Data for analysis —
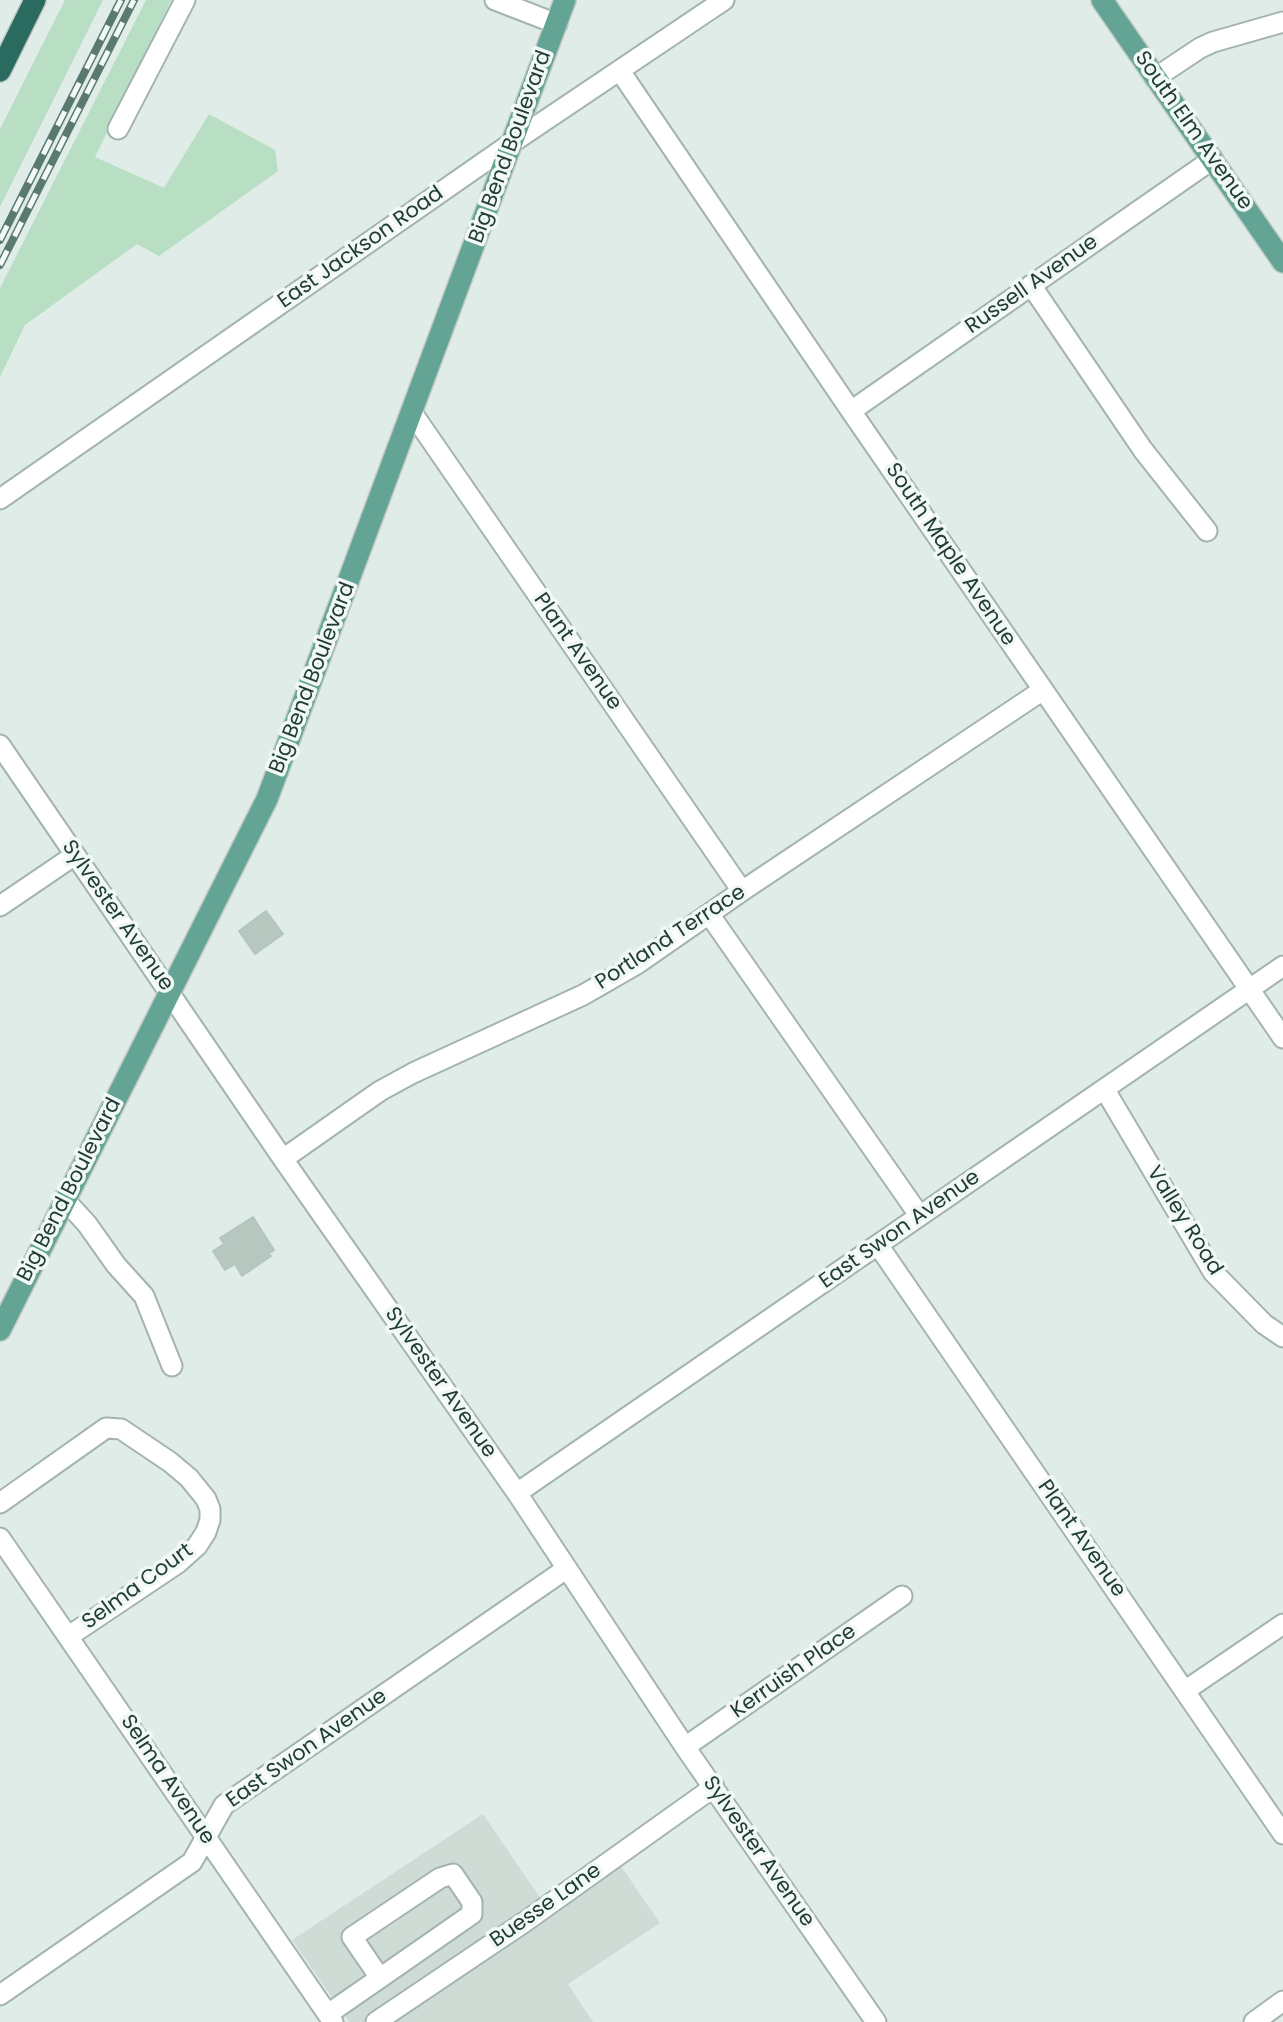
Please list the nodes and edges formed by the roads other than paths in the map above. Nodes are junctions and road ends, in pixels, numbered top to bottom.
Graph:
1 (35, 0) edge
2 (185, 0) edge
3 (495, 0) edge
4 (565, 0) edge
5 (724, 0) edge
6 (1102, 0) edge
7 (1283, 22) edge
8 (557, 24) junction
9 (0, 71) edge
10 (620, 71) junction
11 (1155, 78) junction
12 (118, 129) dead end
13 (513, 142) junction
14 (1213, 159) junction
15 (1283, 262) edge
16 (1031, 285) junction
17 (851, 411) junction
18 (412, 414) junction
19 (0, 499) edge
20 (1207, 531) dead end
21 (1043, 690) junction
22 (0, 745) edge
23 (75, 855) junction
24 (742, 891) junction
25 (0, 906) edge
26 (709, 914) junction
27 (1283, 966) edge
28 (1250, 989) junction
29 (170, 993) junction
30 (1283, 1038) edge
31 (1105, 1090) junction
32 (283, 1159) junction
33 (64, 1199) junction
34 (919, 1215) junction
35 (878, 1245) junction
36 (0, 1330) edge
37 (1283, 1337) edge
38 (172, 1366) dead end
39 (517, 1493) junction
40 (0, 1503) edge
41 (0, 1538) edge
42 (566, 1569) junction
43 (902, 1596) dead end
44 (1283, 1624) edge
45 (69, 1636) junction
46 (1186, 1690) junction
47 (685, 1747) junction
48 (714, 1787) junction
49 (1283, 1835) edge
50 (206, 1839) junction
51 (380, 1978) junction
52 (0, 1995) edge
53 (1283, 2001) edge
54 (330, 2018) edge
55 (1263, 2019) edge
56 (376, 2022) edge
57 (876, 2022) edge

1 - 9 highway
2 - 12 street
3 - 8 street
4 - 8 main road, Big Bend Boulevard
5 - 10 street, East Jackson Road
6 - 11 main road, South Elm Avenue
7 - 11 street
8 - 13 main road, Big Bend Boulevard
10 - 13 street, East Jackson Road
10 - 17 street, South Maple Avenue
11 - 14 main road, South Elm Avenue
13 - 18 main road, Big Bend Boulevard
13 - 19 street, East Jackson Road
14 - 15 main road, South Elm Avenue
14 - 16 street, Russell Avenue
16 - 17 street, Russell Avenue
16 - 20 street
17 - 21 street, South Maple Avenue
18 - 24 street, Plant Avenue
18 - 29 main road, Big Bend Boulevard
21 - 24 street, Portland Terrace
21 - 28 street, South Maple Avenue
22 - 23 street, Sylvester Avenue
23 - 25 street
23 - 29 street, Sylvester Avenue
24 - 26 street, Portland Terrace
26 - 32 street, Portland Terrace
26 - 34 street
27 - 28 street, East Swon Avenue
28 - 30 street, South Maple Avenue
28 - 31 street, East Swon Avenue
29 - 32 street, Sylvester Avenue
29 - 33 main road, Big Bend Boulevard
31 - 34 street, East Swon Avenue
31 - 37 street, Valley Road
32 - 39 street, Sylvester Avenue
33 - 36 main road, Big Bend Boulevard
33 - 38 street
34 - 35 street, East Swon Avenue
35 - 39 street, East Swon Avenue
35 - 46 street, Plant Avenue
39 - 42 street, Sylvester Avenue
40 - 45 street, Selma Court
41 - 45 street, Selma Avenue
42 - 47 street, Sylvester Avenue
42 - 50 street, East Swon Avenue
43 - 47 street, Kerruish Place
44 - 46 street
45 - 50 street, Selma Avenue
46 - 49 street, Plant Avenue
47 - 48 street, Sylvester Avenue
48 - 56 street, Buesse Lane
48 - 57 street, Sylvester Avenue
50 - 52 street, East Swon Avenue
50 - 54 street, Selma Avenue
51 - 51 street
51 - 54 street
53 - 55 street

Exercise details — Wherever the string "Selma" appears in a line of the records above, copy that line.

Solution below —
40 - 45 street, Selma Court
41 - 45 street, Selma Avenue
45 - 50 street, Selma Avenue
50 - 54 street, Selma Avenue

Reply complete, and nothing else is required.